2. Merusak Etika Birokrasi
Birokrasi dalam negara hukum dibangun di atas asas legalitas, proseduralisme, dan profesionalisme. Ketika keputusan negara ditentukan bukan oleh sistem, tetapi oleh kedekatan dengan seorang figur, maka etika birokrasi rusak dari dalam.
Hal ini menciptakan budaya oportunisme, di mana pejabat dan birokrat lebih sibuk mencari jalan untuk “merapat ke lingkaran Luhut” daripada menjalankan tugas institusionalnya secara serius. Orientasi kerja menjadi loyalitas personal, bukan pelayanan publik. Akibatnya, kontrol publik menjadi lemah, karena keputusan diambil tanpa transparansi, dan masyarakat tidak tahu siapa yang bertanggung jawab terhadap apa.
Prof. Agus Pramusinto, Ketua Komisi Aparatur Sipil Negara (KASN), pernah menyampaikan bahwa birokrasi yang dikendalikan oleh loyalitas personal akan menciptakan aparatur yang manipulatif dan pasif. “Birokrat akan lebih rajin mencari perlindungan politik ketimbang bekerja untuk rakyat,” ujarnya dalam satu forum nasional ASN 2022.
3. Pendidikan Demokrasi Tercederai
Salah satu fungsi vital dari sistem pemerintahan adalah mendidik rakyat tentang bagaimana negara bekerja secara institusional. Ketika sistem berjalan baik, rakyat belajar bahwa negara dijalankan oleh aturan, oleh prosedur, oleh mekanisme yang bisa dipertanggungjawabkan.

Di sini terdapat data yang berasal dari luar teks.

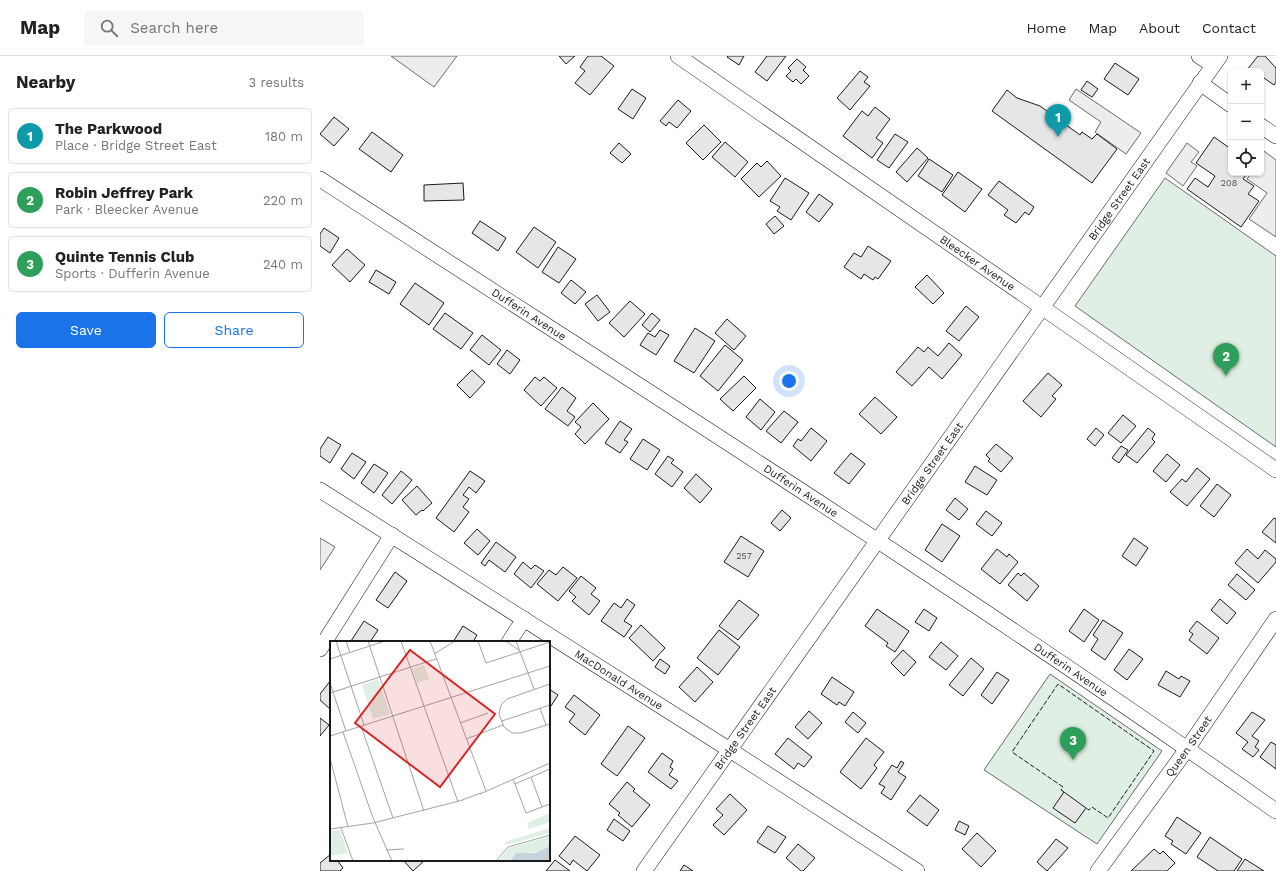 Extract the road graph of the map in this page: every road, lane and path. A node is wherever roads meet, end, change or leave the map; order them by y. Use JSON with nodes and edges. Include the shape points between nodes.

Namun dalam konteks dominasi figur seperti Luhut, rakyat disuguhi wajah negara yang personalistik. Mereka melihat keputusan penting selalu diambil oleh satu orang, dan nama-nama menteri lain nyaris tidak pernah terdengar. Hal ini berbahaya bagi jangka panjang, karena menumbuhkan budaya politik patronase dan kultus tokoh, bukan penghormatan terhadap institusi.

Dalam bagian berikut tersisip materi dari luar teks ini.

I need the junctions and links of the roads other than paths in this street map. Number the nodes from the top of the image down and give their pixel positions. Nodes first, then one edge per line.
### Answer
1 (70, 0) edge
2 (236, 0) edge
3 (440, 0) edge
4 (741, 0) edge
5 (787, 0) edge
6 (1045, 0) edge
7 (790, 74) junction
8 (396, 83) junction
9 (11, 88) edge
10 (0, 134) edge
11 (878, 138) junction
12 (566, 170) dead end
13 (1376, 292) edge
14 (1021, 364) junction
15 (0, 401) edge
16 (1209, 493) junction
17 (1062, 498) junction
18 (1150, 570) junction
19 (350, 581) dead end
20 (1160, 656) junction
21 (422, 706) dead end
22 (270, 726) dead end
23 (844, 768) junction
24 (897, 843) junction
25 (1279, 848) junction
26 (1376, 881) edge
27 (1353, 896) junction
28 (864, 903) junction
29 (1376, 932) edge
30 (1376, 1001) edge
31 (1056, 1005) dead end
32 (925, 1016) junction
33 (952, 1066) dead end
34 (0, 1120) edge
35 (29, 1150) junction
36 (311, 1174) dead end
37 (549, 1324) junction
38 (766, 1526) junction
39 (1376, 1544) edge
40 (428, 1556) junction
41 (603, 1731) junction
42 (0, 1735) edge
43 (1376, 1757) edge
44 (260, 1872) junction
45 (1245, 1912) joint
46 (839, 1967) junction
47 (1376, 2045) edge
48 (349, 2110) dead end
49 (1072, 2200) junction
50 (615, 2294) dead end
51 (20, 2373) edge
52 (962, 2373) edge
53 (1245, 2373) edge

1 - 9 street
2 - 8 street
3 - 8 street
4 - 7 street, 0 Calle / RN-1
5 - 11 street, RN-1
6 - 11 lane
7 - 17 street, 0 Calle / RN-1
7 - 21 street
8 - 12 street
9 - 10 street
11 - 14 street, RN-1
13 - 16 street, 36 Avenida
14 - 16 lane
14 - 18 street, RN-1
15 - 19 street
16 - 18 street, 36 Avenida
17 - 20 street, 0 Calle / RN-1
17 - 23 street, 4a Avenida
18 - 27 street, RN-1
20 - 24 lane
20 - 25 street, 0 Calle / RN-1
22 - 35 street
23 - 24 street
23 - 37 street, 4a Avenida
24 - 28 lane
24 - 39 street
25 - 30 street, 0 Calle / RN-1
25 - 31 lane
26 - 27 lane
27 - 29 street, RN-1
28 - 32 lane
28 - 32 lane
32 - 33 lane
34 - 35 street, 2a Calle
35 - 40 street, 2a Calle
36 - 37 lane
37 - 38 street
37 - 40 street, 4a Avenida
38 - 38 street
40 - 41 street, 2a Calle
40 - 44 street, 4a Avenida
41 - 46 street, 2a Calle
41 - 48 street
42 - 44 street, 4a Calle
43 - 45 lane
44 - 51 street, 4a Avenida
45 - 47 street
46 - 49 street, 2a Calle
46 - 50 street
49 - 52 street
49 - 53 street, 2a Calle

Dr. Yance Arizona, pakar hukum tata negara UGM, menyebutnya sebagai bentuk “figur sentralistik dalam demokrasi formil”. Menurutnya, demokrasi tanpa sistem hanya akan menciptakan negara yang rentan korupsi dan ketergantungan pada elite. “Ini berisiko membonsai demokrasi itu sendiri,” ujarnya dalam diskusi di Pusat Studi Hukum Konstitusi.
Dampak Lanjut: Negara Tanpa Arah Sistemik
Ketika kementerian menjadi simbolik, etika birokrasi tergerus, dan pendidikan demokrasi terputus, maka negara kehilangan arah sistemik. Kebijakan berubah tergantung selera tokoh dominan. Lembaga negara hanya menjadi panggung, sementara aktor utamanya adalah satu sosok di balik layar yang tak pernah dipilih rakyat secara langsung, tetapi menjalankan peran eksekutif dan legislatif sekaligus.
Situasi seperti ini pernah terjadi dalam sejarah Indonesia, dan berakhir dengan krisis kepercayaan, konflik elit, dan hilangnya kendali terhadap agenda pembangunan nasional. Kita tak boleh mengulangi kesalahan itu.